Effective Project Management achieves results by completing projects based on three main principles…
- The project produces high quality results that meet the project objectives
- The project is on time
- The project is under budget
Let’s use one example to demonstrate these three principles. Universities and TAFEs need to build student record or Enterprise Resource Planning (ERP) systems. Due to government reporting requirements, they need to be complex and continually updated to meet new demands. They need to be able to deal with students applying for courses, enrolling, making changes to enrolments, getting exam results, graduating, etc. It also extends into Alumni systems, because as American universities have shown, if you get your student record systems right, then keeping in contact with your Alumni can dramatically increase their donations.
Each project has defined objectives to achieve to develop new functionality that improves existing systems. Why else would you create a project! The solution has to be a quality outcome, not a messy system that is difficult to use. Imagine a bank introducing a new online banking app that was clunky, difficult to understand and didn’t do what you expect it to do. That bank would suffer greatly and lose customers, business and profit.
Over the past decades, universities have implemented very large ERP projects worth tens of millions of dollars, typically using PeopleSoft, SAP, Oracle, Banner, Technology One, etc. Unfortunately they have wasted millions of dollars, overrun projects by years and failed to deliver on project objectives. Recently I was asked to review an ERP project upgrade at an Australian university that caused problems. This university trained nurses and the new system could not print final result transcripts, which was just when hospitals required them for recruiting new nurses. It turned out the original project objectives had been deferred and they actually didn’t need to do the upgrade, but they were caught out by a bug in the system, which took several months to resolve.

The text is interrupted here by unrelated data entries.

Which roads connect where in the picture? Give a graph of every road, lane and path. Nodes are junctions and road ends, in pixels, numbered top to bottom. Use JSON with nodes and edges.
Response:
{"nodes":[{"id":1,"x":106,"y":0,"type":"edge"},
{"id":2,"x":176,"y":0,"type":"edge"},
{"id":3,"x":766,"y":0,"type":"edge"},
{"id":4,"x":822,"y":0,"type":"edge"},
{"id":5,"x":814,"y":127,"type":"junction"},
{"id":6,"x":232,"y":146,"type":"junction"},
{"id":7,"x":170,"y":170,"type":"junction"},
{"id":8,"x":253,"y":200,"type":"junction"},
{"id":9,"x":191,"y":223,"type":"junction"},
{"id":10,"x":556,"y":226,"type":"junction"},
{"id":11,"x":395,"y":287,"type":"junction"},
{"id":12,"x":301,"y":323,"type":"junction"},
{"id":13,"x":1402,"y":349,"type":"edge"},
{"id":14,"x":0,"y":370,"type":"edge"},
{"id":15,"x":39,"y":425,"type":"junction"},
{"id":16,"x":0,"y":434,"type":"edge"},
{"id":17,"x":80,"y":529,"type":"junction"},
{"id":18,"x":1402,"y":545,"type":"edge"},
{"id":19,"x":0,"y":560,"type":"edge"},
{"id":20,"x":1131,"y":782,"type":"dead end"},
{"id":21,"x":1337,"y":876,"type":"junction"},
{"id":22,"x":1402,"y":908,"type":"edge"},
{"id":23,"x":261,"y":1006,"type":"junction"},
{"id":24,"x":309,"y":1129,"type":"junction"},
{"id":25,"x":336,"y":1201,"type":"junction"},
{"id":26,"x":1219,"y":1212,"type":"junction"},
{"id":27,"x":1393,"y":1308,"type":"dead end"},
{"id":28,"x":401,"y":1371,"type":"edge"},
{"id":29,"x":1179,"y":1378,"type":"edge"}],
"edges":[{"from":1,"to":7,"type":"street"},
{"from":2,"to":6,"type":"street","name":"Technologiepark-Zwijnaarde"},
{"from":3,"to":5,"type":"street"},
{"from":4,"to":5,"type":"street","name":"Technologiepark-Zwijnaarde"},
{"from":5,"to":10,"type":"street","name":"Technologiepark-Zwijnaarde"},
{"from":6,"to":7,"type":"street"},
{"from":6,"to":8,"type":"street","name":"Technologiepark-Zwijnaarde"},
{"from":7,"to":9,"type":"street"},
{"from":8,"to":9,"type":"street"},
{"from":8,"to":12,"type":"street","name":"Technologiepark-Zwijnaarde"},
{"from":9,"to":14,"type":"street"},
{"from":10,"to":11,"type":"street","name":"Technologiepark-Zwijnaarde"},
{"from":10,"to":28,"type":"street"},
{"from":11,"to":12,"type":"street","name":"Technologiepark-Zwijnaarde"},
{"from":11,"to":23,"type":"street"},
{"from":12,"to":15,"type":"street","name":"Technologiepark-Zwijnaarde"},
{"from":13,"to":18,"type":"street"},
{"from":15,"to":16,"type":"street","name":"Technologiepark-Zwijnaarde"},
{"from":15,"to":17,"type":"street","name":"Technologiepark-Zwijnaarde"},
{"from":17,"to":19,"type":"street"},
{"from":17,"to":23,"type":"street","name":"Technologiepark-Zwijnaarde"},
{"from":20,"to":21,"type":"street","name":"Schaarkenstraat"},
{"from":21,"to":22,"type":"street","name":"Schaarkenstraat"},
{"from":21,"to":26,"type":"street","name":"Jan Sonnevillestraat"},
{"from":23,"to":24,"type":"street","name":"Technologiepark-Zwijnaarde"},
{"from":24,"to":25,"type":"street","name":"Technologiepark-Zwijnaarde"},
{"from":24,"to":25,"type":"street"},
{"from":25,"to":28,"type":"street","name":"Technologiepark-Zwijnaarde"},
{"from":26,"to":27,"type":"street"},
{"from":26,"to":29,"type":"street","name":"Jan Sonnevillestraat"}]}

2. The project completes on time
Every project has a deadline when the project is expected to deliver. Most computer systems are interlinked to many other systems and the delay in one project could be very damaging to the overall systems.
In 2012, all Hong Kong universities were required to change from 3-year undergraduate courses to 4-year courses, with secondary schools shortening their years from 6 to 5 years. In 2012 all the universities ERP systems had to enrol two lots of students – year 6 students into 3-year courses, plus year 5 students into 4-year courses. If the ERP systems had not been modified to handle this double intake, the universities would not be able to enrol students.
3. The project is under budget
Each project will be allocated an expected budget at the start. The organisation undertaking the project needs to know that the budget is sufficient to complete the project without additional funding.
There was an enormous push to upgrade all ERP systems in universities in the 1980s and 1990s and many universities allocated huge budgets to do so. One famous example was the UNSW who I believe allocated $22 million at the start, but stopped counting when it exceeded $45 million. Not a great result.
Getting all three parts of project management right will create a successful project outcome. I’m reminded that RMIT university in Victoria had a disastrous ERP project, which let to weekly reporting to the Victorian government, several staff were sacked, they had difficulties enrolling overseas students (the lifeblood of this university) and it even led to the Vice Chancellor’s resignation. Unfortunately this is a great example of a failed project with poor management.
However many universities have now implemented Project, Program and Portfolio Management or P3M offices. The University of Melbourne is a good example which started with a small P3M office of 3-4 staff, but due to outstanding success in achieving successful project results, grew to 150 + staff over the next 5 years. University project managers now have a community support group called P3M COM – see http://www.linkedin.com/groups/CAUDIT-P3M-Community-Portfolio-Program-4816521/about, which is part of CAUDIT or the Council of Australian University Directors of Information Technology– see www.caudit.edu.au
Some typical Project Management software systems are…
- entry-level – Microsoft Project
- high-end – Prince
- cloud-based services – Citrix Podio, Basecamp, Clarizen, Replicon, Zoho
The demand for quality project managers is strong and it is a rewarding career, both financially and being able to achieve measurable results for your organisation.